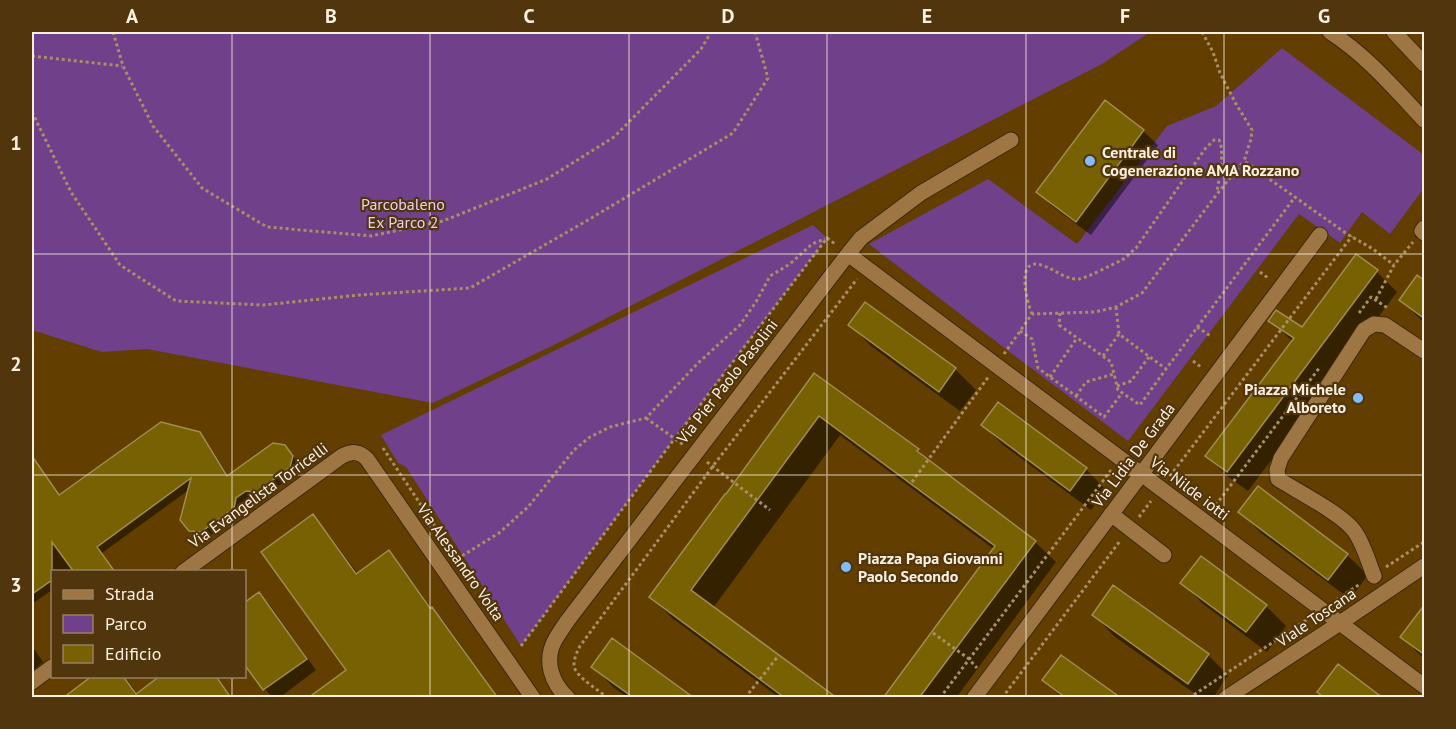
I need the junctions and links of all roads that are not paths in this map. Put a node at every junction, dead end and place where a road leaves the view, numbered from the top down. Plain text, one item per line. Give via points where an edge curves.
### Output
1 (1330, 32) edge
2 (1394, 32) edge
3 (1425, 64) edge
4 (1425, 120) edge
5 (1011, 140) dead end
6 (1320, 235) dead end
7 (848, 254) junction
8 (1425, 351) edge
9 (356, 452) joint
10 (1141, 474) junction
11 (1111, 514) junction
12 (1164, 555) dead end
13 (1425, 566) edge
14 (186, 570) edge
15 (1374, 576) dead end
16 (1340, 623) junction
17 (51, 668) edge
18 (32, 682) edge
19 (1425, 686) edge
20 (533, 698) edge
21 (568, 698) edge
22 (974, 698) edge
23 (1226, 698) edge

1 - 4 street via 1366,60
2 - 3 street
5 - 7 street, Via Pier Paolo Pasolini via 921,193 861,238
6 - 10 street, Via Lidia De Grada
7 - 10 street, Via Nilde iotti
7 - 21 street, Via Pier Paolo Pasolini via 554,642 550,668
8 - 15 street via 1385,325 1374,324 1364,330 1277,470 1278,479 1354,530
9 - 14 street, Via Evangelista Torricelli via 342,456
9 - 20 street, Via Alessandro Volta via 368,459
10 - 11 street, Via Lidia De Grada
10 - 16 street, Via Nilde iotti
11 - 12 street
11 - 22 street, Via Lidia De Grada
13 - 16 street, Viale Toscana
16 - 19 street, Via Nilde iotti
16 - 23 street, Viale Toscana
17 - 18 street

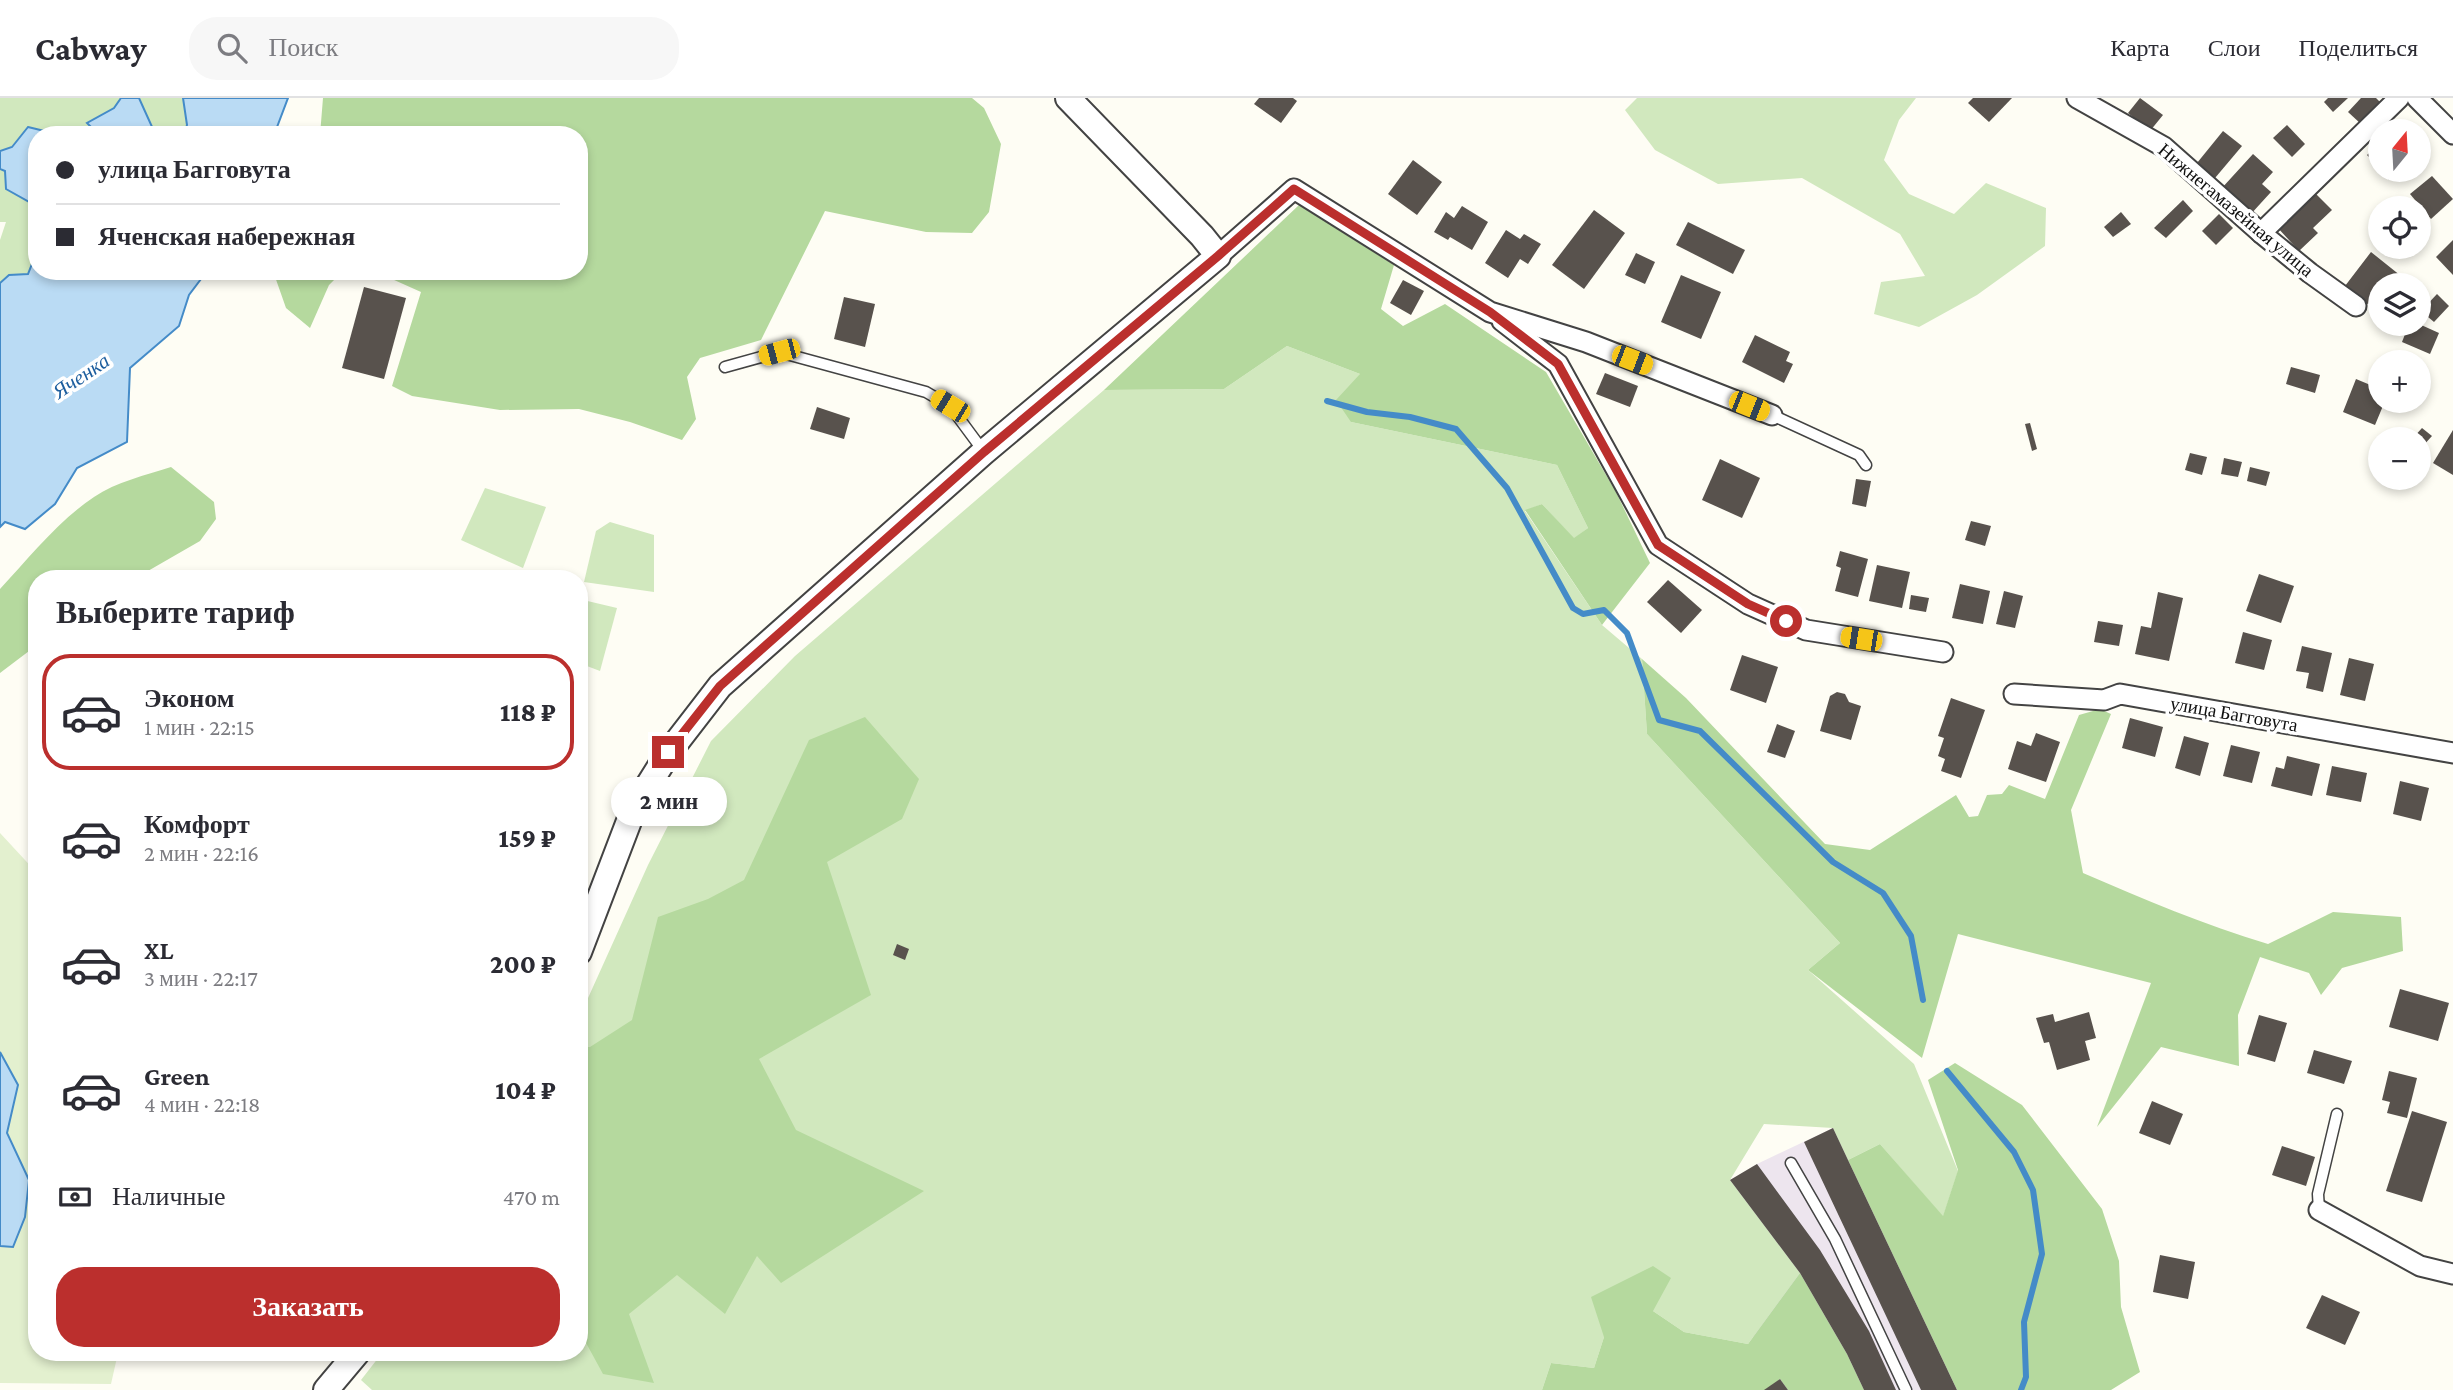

Task to complete ->
Your copy should match the records above exactly, except that it contains no pictures.

Solved exercise ->
I need the junctions and links of all roads that are not paths in this map. Put a node at every junction, dead end and place where a road leaves the view, numbered from the top down. Plain text, one item per line. Give via points where an edge curves.
### Output
1 (1330, 32) edge
2 (1394, 32) edge
3 (1425, 64) edge
4 (1425, 120) edge
5 (1011, 140) dead end
6 (1320, 235) dead end
7 (848, 254) junction
8 (1425, 351) edge
9 (356, 452) joint
10 (1141, 474) junction
11 (1111, 514) junction
12 (1164, 555) dead end
13 (1425, 566) edge
14 (186, 570) edge
15 (1374, 576) dead end
16 (1340, 623) junction
17 (51, 668) edge
18 (32, 682) edge
19 (1425, 686) edge
20 (533, 698) edge
21 (568, 698) edge
22 (974, 698) edge
23 (1226, 698) edge

1 - 4 street via 1366,60
2 - 3 street
5 - 7 street, Via Pier Paolo Pasolini via 921,193 861,238
6 - 10 street, Via Lidia De Grada
7 - 10 street, Via Nilde iotti
7 - 21 street, Via Pier Paolo Pasolini via 554,642 550,668
8 - 15 street via 1385,325 1374,324 1364,330 1277,470 1278,479 1354,530
9 - 14 street, Via Evangelista Torricelli via 342,456
9 - 20 street, Via Alessandro Volta via 368,459
10 - 11 street, Via Lidia De Grada
10 - 16 street, Via Nilde iotti
11 - 12 street
11 - 22 street, Via Lidia De Grada
13 - 16 street, Viale Toscana
16 - 19 street, Via Nilde iotti
16 - 23 street, Viale Toscana
17 - 18 street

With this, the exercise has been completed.